Reproducibility is a core design principle of this project. All experiments are designed to produce identical results when run with the same configuration, enabling reliable comparisons, debugging, and scientific validation.
This implementation prioritizes reproducibility over performance, accepting some overhead to guarantee deterministic behavior.

Reproducibility Module

The reproducibility.py module provides utilities for deterministic execution:
reproducibility.py:12-33
def set_global_seed(seed: int, deterministic: bool = True) -> None:
    """Set random seeds for Python, NumPy and optionally PyTorch."""
    seed = int(seed)
    os.environ["PYTHONHASHSEED"] = str(seed)
    random.seed(seed)
    np.random.seed(seed)

    try:
        import torch

        torch.manual_seed(seed)
        if torch.cuda.is_available():
            torch.cuda.manual_seed_all(seed)
        if deterministic:
            torch.use_deterministic_algorithms(True)
            if hasattr(torch.backends, "cudnn"):
                torch.backends.cudnn.deterministic = True
                torch.backends.cudnn.benchmark = False
    except Exception:
        # PyTorch is optional in this repository.
        pass

Seeded Components

1

Python's random module

random.seed(seed) for standard library random operations
2

NumPy's legacy RNG

np.random.seed(seed) for compatibility with old-style random calls
3

PYTHONHASHSEED

Environment variable controlling hash randomization for deterministic dict/set ordering
4

PyTorch (optional)

If available, seeds CPU and GPU RNGs and enables deterministic operations
PyTorch seeding is optional since the core implementation only requires NumPy.
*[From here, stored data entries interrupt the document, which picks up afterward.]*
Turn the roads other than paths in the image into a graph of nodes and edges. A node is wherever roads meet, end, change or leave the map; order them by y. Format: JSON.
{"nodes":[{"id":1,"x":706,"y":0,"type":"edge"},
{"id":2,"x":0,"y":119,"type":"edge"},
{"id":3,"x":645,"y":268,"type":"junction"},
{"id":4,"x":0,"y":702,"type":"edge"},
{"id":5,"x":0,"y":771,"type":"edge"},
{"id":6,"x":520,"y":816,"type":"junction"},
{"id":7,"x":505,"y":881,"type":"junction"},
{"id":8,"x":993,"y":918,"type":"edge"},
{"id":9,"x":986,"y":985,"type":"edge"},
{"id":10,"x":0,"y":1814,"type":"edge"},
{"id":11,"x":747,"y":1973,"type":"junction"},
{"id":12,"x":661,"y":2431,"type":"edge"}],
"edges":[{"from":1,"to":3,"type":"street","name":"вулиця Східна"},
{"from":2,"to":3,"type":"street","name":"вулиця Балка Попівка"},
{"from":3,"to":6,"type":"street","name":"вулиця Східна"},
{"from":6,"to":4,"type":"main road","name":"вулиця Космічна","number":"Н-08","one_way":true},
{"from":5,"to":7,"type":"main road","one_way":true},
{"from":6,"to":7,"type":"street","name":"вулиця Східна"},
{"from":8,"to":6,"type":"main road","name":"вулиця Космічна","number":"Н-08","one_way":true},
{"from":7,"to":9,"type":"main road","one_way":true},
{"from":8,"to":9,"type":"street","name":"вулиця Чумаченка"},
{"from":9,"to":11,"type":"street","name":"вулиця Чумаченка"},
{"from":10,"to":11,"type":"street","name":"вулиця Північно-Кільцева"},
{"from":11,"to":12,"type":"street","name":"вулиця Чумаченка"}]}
PyTorch is used for optional comparison features.

Modern NumPy RNG

The model uses NumPy’s new Generator API for better reproducibility:
model.py:34
self.rng = np.random.default_rng(self.seed)
This is preferred over legacy np.random functions because:

Advantages

  • Independent RNG instances (no global state)
  • Better statistical properties
  • Deterministic across NumPy versions
  • Thread-safe by design

vs Legacy

  • Legacy np.random uses global state
  • Can have version-dependent behavior
  • Not thread-safe
  • Harder to reason about in complex code

Seeded Operations

All randomness in the model is seeded: Weight initialization:
layers.py:4-8
def custom_uniform(n_in, n_out, rng=None, dtype=np.float32):
    limit = np.sqrt(6.0 / (n_in + n_out))
    sampler = np.random if rng is None else rng
    weights = sampler.uniform(-limit, limit, (n_in, n_out))
    return weights.astype(dtype)
Dropout masks:
model.py:104-107
if training and self.dropout_rate > 0 and idx < last_idx:
    keep_prob = 1.0 - self.dropout_rate
    mask = (self.rng.random(a_raw.shape) < keep_prob).astype(self.train_dtype) / keep_prob
    current = a_raw * mask
Data shuffling:
model.py:191-194
if shuffle:
    indices = self.rng.permutation(n_samples)
    X_epoch = X[indices]
    y_epoch = y_train[indices]

Seed Hierarchy

The project uses a cascading seed strategy:

Configuration-Level Seeding

config.py:11
seed: int = 42
The default seed (42) is used throughout unless overridden:
config = PrecisionConfig(seed=123)  # Override default
model = NeuralNetwork(layer_sizes=[784, 64, 10], activations=["relu", "softmax"], precision_config=config)

Benchmark-Level Seeding

benchmark.py:99-103
def benchmark_one_setup(layer_sizes, activations, precision_mode, batch_size, n_samples=512, epochs=2, seed=42, enable_profiling=False):
    set_global_seed(seed)
    n_features = layer_sizes[0]
    n_classes = layer_sizes[-1]
    X, y = make_synthetic_data(n_samples=n_samples, n_features=n_features, n_classes=n_classes, seed=seed)
Every benchmark run explicitly sets the seed, ensuring reproducible results.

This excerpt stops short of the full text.